* WHAT IS REQUIRED: Which of the lines below contain the string "février"? Pull each one out of the data.

ENTRIES SUPPLIED Block Start

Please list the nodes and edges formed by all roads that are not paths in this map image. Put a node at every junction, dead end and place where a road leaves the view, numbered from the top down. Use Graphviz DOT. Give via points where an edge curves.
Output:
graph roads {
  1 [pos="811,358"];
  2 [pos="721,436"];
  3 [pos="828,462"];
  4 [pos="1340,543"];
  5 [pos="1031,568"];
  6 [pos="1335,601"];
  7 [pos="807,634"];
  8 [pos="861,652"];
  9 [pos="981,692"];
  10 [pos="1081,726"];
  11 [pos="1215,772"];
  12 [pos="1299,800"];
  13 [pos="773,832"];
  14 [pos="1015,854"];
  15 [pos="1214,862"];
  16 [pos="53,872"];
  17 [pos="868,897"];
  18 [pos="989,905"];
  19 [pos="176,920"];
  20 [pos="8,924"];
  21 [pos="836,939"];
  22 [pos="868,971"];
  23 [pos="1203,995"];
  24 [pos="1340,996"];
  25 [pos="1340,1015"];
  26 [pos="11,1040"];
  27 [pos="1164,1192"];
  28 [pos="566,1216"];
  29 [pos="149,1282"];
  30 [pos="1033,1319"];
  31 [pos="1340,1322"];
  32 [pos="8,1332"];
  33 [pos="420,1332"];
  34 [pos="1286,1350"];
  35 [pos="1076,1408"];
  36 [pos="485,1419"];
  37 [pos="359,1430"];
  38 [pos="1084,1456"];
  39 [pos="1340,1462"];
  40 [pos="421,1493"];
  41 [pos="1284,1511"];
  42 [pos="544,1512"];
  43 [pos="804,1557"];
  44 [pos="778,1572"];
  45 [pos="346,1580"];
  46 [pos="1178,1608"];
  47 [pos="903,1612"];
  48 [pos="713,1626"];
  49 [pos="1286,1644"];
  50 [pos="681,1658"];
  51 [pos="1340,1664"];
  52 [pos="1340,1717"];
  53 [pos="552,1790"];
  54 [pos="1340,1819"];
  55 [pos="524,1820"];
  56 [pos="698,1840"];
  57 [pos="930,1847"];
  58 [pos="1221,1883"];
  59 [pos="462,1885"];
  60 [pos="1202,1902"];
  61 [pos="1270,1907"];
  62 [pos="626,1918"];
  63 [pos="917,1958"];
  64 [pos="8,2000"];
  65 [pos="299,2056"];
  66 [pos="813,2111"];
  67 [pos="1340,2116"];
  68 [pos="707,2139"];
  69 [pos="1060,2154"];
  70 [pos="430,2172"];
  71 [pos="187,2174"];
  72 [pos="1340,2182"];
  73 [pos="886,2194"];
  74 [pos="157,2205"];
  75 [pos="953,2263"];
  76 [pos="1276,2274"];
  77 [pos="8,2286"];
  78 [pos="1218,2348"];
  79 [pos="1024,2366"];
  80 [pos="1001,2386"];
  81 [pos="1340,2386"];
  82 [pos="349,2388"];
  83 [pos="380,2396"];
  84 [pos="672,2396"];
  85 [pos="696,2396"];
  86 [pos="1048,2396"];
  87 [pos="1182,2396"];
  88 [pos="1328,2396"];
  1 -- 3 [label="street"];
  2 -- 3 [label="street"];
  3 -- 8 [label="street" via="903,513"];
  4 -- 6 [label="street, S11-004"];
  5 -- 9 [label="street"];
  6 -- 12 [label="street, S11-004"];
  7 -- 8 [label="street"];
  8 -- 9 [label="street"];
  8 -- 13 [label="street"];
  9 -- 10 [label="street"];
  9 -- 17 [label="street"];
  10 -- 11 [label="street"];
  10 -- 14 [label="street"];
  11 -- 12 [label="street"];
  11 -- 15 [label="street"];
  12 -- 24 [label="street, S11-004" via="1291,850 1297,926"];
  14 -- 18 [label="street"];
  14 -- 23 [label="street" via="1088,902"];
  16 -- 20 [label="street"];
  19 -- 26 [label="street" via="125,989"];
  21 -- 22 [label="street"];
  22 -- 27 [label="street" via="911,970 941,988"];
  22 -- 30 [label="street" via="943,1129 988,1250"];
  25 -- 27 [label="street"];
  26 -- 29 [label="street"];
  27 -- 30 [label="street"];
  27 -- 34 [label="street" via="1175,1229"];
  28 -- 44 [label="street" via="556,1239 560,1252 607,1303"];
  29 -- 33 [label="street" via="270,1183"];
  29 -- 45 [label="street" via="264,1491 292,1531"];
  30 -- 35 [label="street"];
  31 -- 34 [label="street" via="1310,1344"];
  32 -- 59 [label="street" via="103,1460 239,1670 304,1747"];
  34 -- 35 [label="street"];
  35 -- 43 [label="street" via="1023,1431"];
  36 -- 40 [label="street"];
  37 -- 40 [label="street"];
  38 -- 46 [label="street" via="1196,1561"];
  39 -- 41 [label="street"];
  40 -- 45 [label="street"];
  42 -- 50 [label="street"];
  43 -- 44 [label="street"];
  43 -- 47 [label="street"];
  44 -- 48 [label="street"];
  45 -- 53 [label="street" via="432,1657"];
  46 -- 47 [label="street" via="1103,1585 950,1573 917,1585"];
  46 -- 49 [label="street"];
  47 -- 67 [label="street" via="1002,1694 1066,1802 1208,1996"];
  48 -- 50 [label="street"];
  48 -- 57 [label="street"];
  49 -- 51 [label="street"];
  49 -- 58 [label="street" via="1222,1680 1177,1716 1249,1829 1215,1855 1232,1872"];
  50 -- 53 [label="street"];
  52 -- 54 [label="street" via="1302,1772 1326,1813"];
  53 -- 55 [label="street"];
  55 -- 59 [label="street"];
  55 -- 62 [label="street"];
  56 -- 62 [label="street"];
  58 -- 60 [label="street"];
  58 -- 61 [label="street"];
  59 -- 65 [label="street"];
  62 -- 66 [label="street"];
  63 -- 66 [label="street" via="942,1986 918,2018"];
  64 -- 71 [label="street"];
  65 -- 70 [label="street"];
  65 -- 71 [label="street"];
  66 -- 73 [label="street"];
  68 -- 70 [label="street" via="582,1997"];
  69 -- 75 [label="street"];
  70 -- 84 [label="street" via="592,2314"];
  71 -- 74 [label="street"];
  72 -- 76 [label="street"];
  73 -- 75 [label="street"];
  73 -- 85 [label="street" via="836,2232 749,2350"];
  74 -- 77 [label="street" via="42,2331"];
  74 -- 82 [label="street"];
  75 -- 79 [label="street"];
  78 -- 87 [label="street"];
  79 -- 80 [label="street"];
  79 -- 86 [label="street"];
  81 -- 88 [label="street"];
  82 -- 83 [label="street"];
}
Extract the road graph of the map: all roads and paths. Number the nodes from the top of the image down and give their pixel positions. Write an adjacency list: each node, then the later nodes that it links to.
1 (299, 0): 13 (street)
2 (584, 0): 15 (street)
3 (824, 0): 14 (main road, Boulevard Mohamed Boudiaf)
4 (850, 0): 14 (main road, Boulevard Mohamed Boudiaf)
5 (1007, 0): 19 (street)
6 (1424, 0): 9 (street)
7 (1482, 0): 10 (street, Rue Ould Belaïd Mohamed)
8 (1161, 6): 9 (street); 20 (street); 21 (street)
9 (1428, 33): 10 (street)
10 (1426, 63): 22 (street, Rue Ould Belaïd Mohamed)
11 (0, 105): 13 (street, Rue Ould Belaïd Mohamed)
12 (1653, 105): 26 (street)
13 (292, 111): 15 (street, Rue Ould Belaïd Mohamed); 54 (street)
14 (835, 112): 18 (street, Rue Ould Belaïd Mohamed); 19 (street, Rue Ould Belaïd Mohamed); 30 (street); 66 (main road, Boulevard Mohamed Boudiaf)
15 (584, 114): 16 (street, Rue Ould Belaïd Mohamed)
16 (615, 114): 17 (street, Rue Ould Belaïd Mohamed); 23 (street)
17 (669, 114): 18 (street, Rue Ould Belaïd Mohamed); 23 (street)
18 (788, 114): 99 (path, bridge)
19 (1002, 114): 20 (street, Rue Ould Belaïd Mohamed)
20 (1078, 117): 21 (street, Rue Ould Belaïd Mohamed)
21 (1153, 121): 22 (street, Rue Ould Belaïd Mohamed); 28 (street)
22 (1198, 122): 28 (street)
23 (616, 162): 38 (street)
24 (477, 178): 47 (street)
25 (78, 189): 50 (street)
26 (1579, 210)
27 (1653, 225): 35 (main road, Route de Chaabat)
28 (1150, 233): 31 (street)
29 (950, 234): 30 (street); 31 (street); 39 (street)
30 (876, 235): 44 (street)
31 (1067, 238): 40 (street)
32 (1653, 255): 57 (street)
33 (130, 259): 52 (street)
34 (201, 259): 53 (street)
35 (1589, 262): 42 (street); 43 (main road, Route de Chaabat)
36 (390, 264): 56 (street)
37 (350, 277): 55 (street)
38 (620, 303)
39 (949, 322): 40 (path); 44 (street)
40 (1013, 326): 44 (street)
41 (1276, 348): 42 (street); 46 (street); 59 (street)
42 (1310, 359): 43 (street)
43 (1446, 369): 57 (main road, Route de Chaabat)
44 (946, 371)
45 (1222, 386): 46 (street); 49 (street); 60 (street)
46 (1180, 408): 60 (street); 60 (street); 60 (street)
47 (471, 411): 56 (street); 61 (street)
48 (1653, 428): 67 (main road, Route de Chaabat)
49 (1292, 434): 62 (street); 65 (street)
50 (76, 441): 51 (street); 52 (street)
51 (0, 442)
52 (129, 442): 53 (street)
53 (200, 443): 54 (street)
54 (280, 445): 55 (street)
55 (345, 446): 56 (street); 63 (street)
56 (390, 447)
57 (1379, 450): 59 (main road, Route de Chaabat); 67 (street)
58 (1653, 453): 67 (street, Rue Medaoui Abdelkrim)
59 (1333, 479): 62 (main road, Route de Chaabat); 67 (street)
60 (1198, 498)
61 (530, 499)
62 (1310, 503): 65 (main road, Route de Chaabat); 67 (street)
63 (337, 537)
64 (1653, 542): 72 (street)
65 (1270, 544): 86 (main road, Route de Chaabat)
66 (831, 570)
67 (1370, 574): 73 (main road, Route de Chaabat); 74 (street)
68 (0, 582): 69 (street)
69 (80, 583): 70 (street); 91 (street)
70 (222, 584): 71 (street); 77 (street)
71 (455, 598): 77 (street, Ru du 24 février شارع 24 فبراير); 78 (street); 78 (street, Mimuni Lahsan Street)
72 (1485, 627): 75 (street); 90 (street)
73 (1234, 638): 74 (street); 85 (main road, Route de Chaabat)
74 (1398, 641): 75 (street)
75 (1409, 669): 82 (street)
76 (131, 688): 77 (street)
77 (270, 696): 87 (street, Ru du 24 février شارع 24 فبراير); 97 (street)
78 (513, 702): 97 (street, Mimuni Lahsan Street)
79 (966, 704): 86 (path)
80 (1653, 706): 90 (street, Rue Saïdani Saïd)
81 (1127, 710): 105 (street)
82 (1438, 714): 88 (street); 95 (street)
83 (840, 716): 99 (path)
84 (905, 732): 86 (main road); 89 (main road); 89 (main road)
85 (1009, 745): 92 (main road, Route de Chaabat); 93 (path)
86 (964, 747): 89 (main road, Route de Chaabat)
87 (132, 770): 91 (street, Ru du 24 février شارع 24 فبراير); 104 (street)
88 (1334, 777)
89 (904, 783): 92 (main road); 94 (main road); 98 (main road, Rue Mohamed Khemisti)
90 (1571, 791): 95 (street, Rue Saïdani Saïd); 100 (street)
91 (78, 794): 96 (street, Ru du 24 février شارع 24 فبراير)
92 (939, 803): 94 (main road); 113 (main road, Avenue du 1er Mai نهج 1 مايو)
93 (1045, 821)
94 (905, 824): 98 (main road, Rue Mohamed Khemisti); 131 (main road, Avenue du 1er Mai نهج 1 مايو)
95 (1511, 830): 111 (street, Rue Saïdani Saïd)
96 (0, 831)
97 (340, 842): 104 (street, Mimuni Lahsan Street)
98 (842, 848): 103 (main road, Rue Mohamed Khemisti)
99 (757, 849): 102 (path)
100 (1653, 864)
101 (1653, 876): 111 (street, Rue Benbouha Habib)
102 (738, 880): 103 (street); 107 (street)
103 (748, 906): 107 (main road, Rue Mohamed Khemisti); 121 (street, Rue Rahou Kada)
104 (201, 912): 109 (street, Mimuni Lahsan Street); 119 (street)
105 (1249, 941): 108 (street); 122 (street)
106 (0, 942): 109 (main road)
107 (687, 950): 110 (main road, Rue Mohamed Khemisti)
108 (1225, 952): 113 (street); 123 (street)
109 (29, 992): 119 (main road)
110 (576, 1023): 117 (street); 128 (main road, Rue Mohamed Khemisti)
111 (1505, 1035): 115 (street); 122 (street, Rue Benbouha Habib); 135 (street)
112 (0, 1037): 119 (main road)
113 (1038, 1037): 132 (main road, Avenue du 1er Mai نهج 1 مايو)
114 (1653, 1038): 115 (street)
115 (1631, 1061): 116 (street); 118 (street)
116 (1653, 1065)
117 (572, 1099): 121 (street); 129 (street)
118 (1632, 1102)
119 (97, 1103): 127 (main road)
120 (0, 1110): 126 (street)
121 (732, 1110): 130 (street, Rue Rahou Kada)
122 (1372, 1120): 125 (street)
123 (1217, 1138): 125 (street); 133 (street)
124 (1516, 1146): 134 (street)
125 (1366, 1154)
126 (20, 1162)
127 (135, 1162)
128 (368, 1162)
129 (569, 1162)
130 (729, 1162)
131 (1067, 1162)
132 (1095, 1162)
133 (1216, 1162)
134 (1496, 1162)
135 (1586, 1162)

ENTRIES SUPPLIED Block End

* ANSWER TO THE PROBLEM:
71 (455, 598): 77 (street, Ru du 24 février شارع 24 فبراير); 78 (street); 78 (street, Mimuni Lahsan Street)
77 (270, 696): 87 (street, Ru du 24 février شارع 24 فبراير); 97 (street)
87 (132, 770): 91 (street, Ru du 24 février شارع 24 فبراير); 104 (street)
91 (78, 794): 96 (street, Ru du 24 février شارع 24 فبراير)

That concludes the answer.